Records from a data collection:
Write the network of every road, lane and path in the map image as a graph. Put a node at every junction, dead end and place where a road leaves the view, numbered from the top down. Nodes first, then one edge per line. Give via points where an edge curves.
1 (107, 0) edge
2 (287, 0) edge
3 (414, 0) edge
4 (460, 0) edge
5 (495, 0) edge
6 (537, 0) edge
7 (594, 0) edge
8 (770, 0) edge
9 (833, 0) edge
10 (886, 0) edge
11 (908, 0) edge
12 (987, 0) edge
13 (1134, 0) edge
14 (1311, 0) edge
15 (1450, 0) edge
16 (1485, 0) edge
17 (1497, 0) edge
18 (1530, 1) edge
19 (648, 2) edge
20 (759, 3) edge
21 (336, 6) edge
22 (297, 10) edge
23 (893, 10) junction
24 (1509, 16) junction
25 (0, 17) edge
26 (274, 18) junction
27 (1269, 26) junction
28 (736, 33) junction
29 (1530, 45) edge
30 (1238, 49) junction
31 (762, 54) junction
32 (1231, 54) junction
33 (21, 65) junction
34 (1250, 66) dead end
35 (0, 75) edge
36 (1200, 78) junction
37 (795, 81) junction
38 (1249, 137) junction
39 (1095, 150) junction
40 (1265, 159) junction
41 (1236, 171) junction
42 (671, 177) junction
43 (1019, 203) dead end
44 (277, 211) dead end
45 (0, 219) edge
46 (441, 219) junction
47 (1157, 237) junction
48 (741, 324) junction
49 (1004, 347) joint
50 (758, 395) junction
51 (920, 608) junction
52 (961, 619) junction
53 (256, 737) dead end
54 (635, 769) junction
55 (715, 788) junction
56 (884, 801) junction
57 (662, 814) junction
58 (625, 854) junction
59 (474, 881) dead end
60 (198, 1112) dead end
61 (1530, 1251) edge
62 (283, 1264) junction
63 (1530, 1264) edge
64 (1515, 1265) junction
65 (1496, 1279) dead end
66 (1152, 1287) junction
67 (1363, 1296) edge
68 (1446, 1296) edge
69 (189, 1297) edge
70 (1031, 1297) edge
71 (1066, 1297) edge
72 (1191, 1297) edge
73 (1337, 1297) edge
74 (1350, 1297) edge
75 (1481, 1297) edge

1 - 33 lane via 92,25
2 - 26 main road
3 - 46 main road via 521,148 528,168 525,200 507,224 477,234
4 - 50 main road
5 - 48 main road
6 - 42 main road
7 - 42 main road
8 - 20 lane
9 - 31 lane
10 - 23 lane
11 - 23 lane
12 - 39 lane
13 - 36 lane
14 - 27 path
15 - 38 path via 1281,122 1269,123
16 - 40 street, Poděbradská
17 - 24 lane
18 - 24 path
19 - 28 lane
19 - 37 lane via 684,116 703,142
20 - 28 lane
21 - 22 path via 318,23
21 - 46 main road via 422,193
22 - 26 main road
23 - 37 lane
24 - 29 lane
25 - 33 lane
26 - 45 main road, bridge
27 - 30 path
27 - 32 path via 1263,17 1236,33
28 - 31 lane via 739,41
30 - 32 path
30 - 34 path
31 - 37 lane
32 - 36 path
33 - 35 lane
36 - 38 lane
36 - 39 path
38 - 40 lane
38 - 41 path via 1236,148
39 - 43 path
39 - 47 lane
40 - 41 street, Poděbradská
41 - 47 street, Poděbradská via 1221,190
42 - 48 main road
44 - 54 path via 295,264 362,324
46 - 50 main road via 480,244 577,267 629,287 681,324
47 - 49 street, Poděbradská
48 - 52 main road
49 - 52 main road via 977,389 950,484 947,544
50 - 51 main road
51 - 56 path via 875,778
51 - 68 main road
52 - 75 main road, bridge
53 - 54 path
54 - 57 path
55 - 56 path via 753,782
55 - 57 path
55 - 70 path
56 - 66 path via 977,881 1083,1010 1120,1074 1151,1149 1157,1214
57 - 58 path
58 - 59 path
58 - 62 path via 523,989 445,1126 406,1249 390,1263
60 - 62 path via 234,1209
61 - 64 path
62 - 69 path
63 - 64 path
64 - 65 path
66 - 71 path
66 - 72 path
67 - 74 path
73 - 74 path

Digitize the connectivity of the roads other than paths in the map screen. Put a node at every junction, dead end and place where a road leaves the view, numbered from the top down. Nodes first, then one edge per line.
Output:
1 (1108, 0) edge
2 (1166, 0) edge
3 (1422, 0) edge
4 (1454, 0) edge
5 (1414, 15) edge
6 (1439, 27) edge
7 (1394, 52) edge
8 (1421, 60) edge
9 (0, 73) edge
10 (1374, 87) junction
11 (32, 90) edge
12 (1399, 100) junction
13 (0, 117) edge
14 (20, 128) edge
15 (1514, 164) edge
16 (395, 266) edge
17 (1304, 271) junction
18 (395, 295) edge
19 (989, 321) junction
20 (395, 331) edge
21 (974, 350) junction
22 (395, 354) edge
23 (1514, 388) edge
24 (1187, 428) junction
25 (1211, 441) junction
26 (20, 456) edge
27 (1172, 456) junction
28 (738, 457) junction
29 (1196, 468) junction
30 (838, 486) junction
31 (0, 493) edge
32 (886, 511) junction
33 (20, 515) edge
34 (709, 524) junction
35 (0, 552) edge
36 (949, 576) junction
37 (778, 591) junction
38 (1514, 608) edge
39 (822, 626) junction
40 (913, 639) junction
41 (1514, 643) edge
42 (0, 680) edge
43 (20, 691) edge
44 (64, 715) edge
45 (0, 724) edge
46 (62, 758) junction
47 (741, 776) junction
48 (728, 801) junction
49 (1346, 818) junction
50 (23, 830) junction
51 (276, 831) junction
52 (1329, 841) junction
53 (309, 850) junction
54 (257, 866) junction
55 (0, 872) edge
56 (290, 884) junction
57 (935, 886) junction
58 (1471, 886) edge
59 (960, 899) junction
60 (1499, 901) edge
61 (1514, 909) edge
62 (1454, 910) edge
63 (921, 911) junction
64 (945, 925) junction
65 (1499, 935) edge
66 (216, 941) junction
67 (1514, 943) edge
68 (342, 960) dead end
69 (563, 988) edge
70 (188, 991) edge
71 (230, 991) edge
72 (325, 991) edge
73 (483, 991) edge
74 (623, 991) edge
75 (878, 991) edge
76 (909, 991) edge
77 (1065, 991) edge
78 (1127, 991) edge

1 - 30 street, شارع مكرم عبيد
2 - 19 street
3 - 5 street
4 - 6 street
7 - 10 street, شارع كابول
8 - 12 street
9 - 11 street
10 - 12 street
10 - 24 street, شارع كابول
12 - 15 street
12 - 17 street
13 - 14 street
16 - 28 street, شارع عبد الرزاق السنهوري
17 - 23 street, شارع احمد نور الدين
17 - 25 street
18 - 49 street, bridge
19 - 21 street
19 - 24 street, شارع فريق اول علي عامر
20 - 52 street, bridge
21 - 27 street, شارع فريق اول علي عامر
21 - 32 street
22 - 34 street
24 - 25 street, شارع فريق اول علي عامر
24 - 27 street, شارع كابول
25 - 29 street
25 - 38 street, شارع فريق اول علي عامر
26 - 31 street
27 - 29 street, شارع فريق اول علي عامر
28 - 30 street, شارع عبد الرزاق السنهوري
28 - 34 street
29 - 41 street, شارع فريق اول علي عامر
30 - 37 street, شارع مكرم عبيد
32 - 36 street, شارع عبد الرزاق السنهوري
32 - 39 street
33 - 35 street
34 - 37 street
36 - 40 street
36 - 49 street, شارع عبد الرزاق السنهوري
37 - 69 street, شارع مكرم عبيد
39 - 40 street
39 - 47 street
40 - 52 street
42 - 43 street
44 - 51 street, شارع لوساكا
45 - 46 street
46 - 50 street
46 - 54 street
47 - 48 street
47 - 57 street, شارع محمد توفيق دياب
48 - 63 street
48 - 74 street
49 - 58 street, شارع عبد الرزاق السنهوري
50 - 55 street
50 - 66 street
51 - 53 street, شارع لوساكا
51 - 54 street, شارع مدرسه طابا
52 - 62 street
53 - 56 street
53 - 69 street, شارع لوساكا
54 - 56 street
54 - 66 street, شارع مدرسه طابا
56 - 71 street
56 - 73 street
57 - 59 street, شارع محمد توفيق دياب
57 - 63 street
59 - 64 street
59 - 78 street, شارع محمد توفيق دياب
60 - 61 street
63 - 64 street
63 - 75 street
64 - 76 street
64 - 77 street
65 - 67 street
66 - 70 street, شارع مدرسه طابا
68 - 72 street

* The problem:
Some of the data mentions "توفيق". Copy every line where it does.

* Solution to this task:
47 - 57 street, شارع محمد توفيق دياب
57 - 59 street, شارع محمد توفيق دياب
59 - 78 street, شارع محمد توفيق دياب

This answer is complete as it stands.